Os riscos mais relevantes parecem-me uma possível autofagia das candidaturas na praça pública bem como uma excessiva personalização que permita que o discurso político fique ligeiramente mais vulnerável à demagogia. Esse risco é muito grande se se tomar como exemplo a agressividade das primárias nos Estado Unidos em que não poucas vezes os argumentos esgrimidos nas primárias são aproveitados pelo campo político opositor na eleição geral. Reconhece-se que este risco é tanto maior quanto maior for a proximidade doutrinária que leva a que a escolha se centre mais nas características pessoais.

 

Ora, este é um risco com que já hoje em dia vivemos, se tivermos presentes as candidaturas à liderança dos principais partidos que já quase funcionam implicitamente como primárias para o cargo de primeiro-ministro.
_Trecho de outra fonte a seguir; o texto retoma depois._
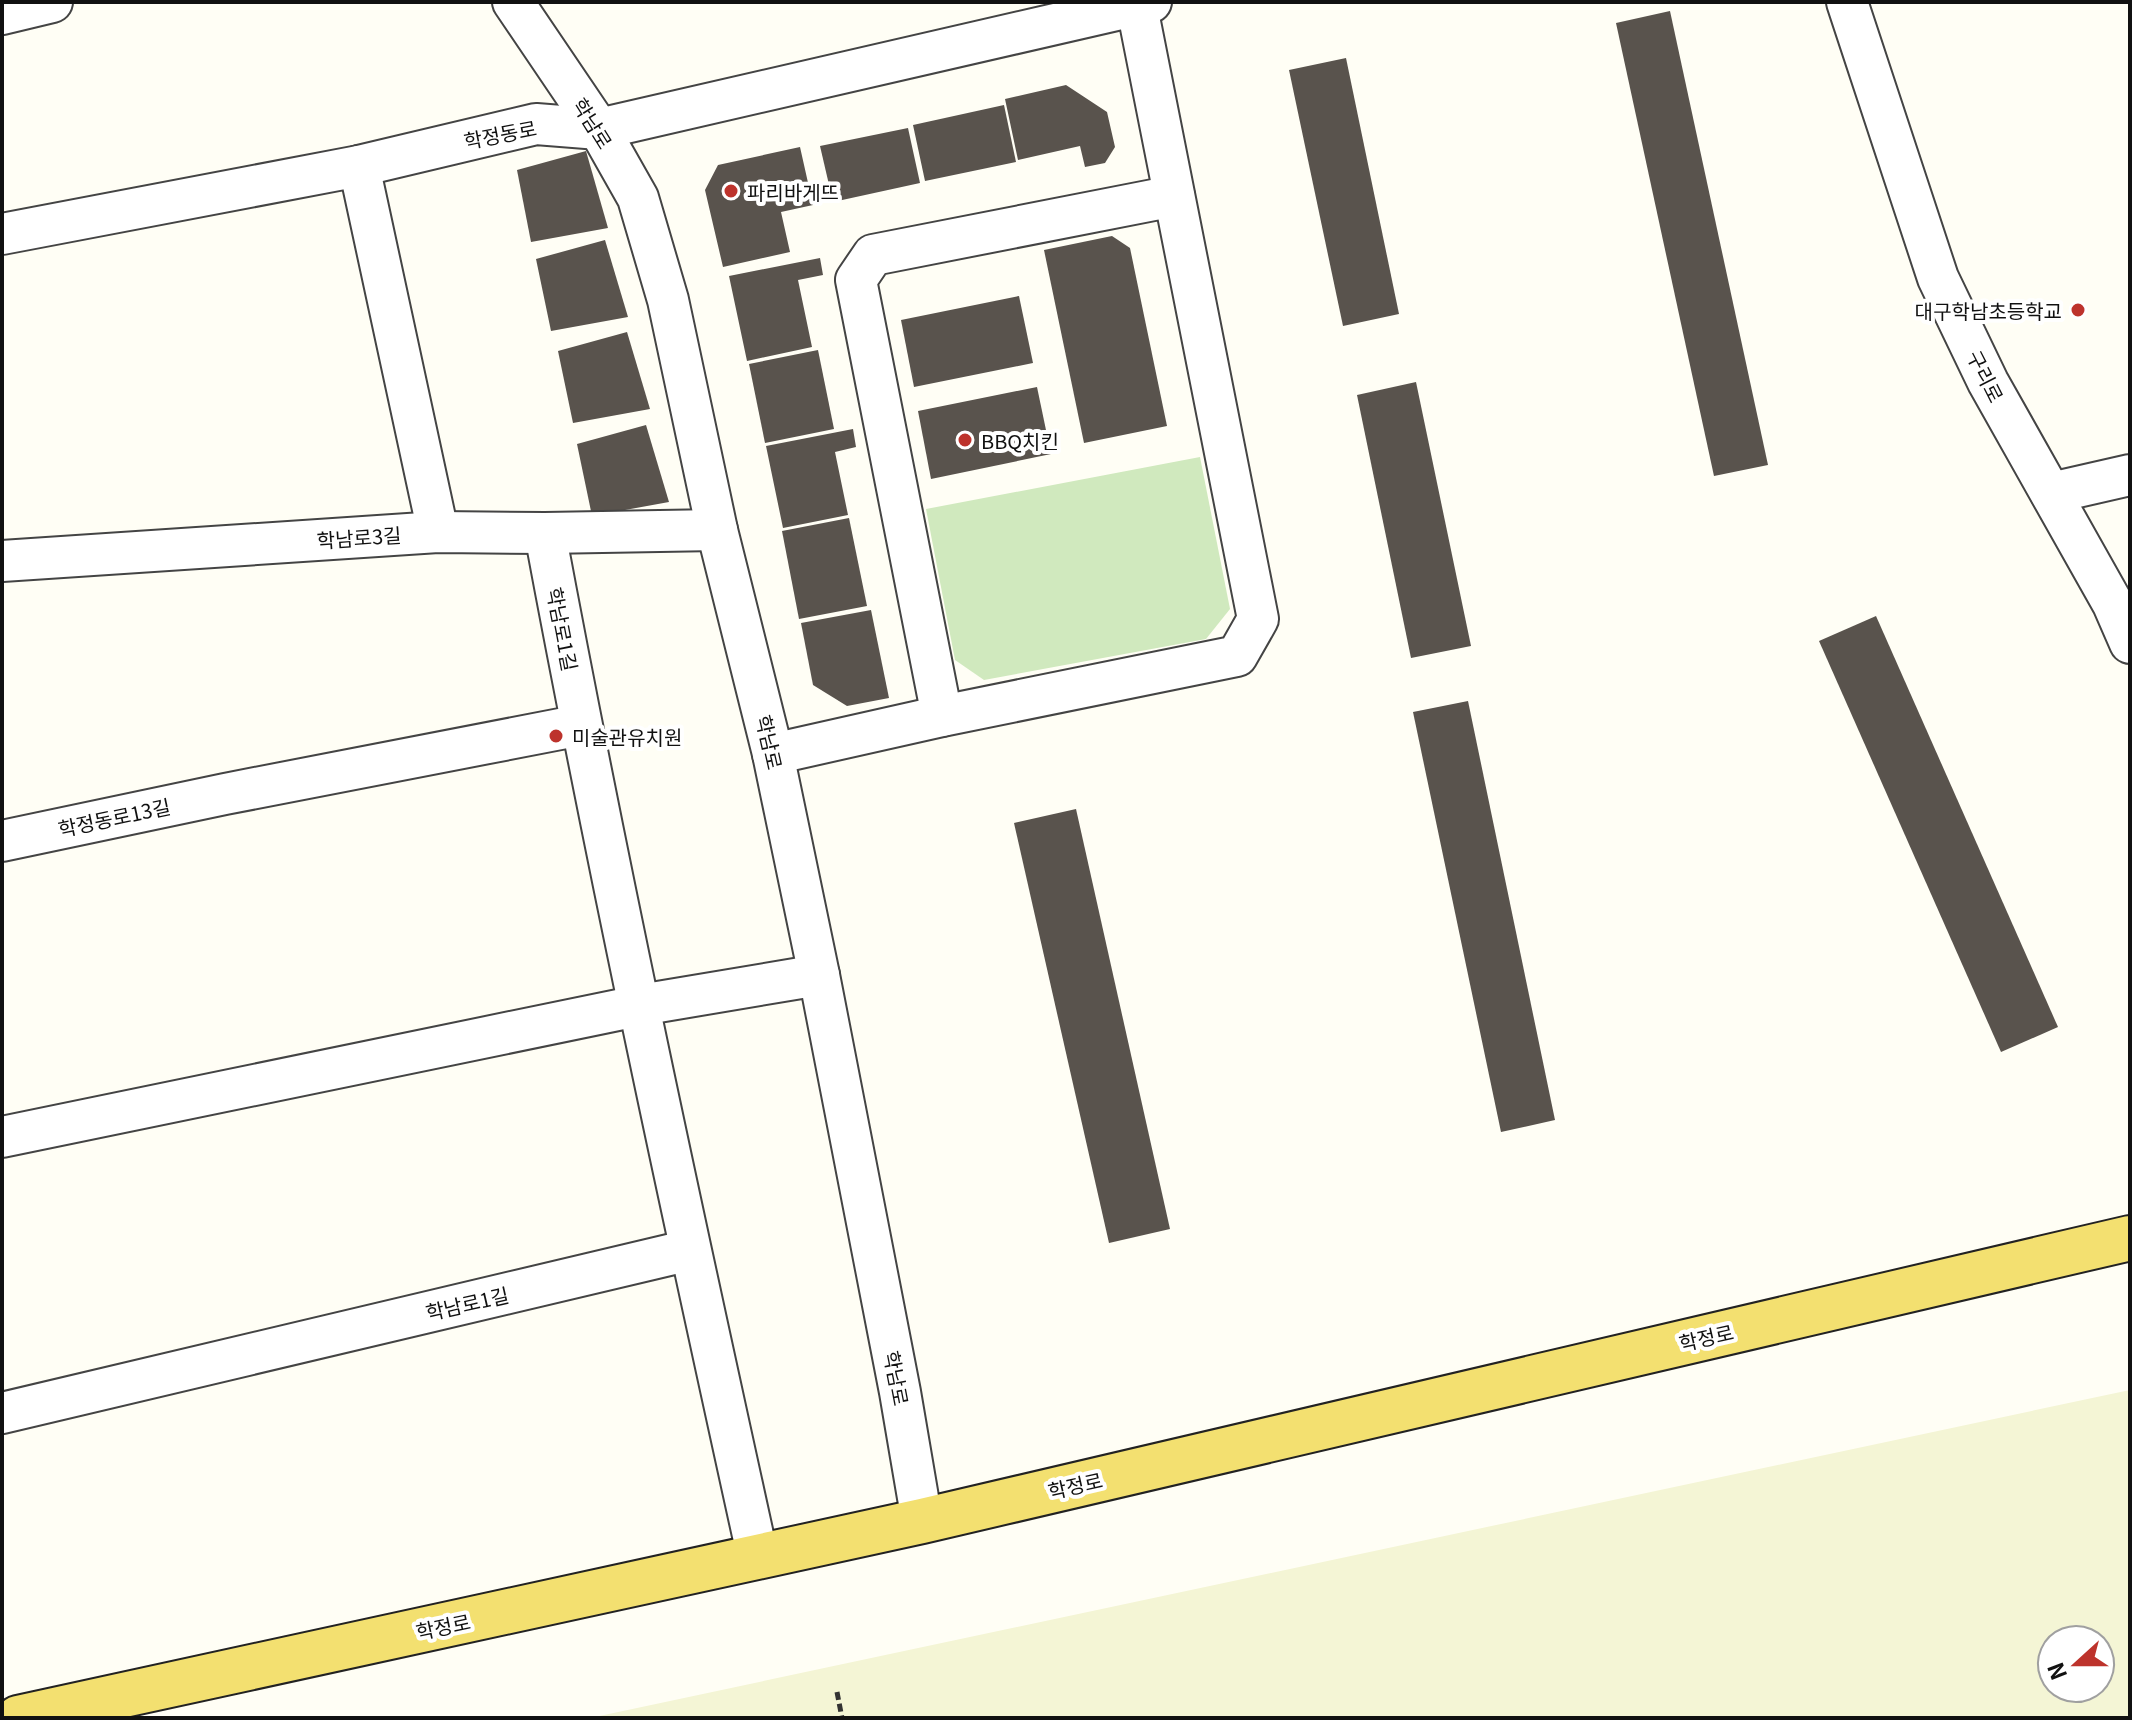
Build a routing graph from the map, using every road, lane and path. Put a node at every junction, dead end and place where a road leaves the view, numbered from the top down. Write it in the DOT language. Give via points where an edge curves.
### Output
graph roads {
  1 [pos="52,2"];
  2 [pos="513,2"];
  3 [pos="1847,2"];
  4 [pos="1141,3"];
  5 [pos="2,14"];
  6 [pos="599,129"];
  7 [pos="359,166"];
  8 [pos="1174,196"];
  9 [pos="2,234"];
  10 [pos="2130,475"];
  11 [pos="2051,493"];
  12 [pos="717,530"];
  13 [pos="438,532"];
  14 [pos="545,533"];
  15 [pos="2,561"];
  16 [pos="2130,643"];
  17 [pos="942,716"];
  18 [pos="581,725"];
  19 [pos="773,754"];
  20 [pos="2,841"];
  21 [pos="819,975"];
  22 [pos="639,1006"];
  23 [pos="2,1137"];
  24 [pos="2130,1238"];
  25 [pos="690,1250"];
  26 [pos="2,1413"];
  27 [pos="922,1521"];
  28 [pos="758,1558"];
  29 [pos="837,1692"];
  30 [pos="18,1718"];
  31 [pos="842,1718"];
  1 -- 5 [label="street"];
  2 -- 6 [label="street, 학남로"];
  3 -- 11 [label="street, 구리로" via="1938,278 1988,382"];
  4 -- 6 [label="street, 학정동로"];
  4 -- 8 [label="street"];
  6 -- 7 [label="street, 학정동로" via="536,124"];
  6 -- 12 [label="street, 학남로" via="638,198 668,300"];
  7 -- 9 [label="street, 학정동로"];
  7 -- 13 [label="street"];
  8 -- 17 [label="street" via="1258,619 1237,656"];
  8 -- 17 [label="street" via="873,255 856,280"];
  10 -- 11 [label="street"];
  11 -- 16 [label="street, 구리로"];
  12 -- 14 [label="street, 학남로3길"];
  12 -- 19 [label="street, 학남로"];
  13 -- 14 [label="street, 학남로3길"];
  13 -- 15 [label="street, 학남로3길"];
  14 -- 18 [label="street, 학남로1길"];
  17 -- 19 [label="street"];
  18 -- 20 [label="street, 학정동로13길"];
  18 -- 22 [label="street, 학남로1길"];
  19 -- 21 [label="street, 학남로"];
  21 -- 22 [label="street"];
  21 -- 27 [label="street, 학남로"];
  22 -- 23 [label="street"];
  22 -- 25 [label="street, 학남로1길"];
  24 -- 27 [label="main road, 학정로"];
  25 -- 26 [label="street, 학남로1길"];
  25 -- 28 [label="street"];
  27 -- 28 [label="main road, 학정로"];
  28 -- 30 [label="main road, 학정로"];
  29 -- 31 [label="path"];
}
É um risco indissociável do processo mas que não parece ter grande expressão quando se observa a moderação das candidaturas internas em Portugal.

 

Tudo indica que este processo se imporá nos partidos. Nos maiores partidos, pelo menos. Só algum conservadorismo pode explicar o receio de adoptar uma solução que aparenta ter tantas vantagens. Da mesma forma que se reconhece facilmente que um Secretário-Geral eleito na totalidade do universo de militantes, numas directas, é mais representativo que um outro eleito em congresso, de igual modo um candidato a Primeiro-Ministro será mais representativo se puder se eleito num universo que inclua também simpatizantes que um candidato escolhido apenas por militantes.

 

O Partido Socialista soube ser pioneiro na adopção de eleições directas para a escolha do Secretário-Geral. Esperemos tenha a capacidade de ser mais uma vez pioneiro.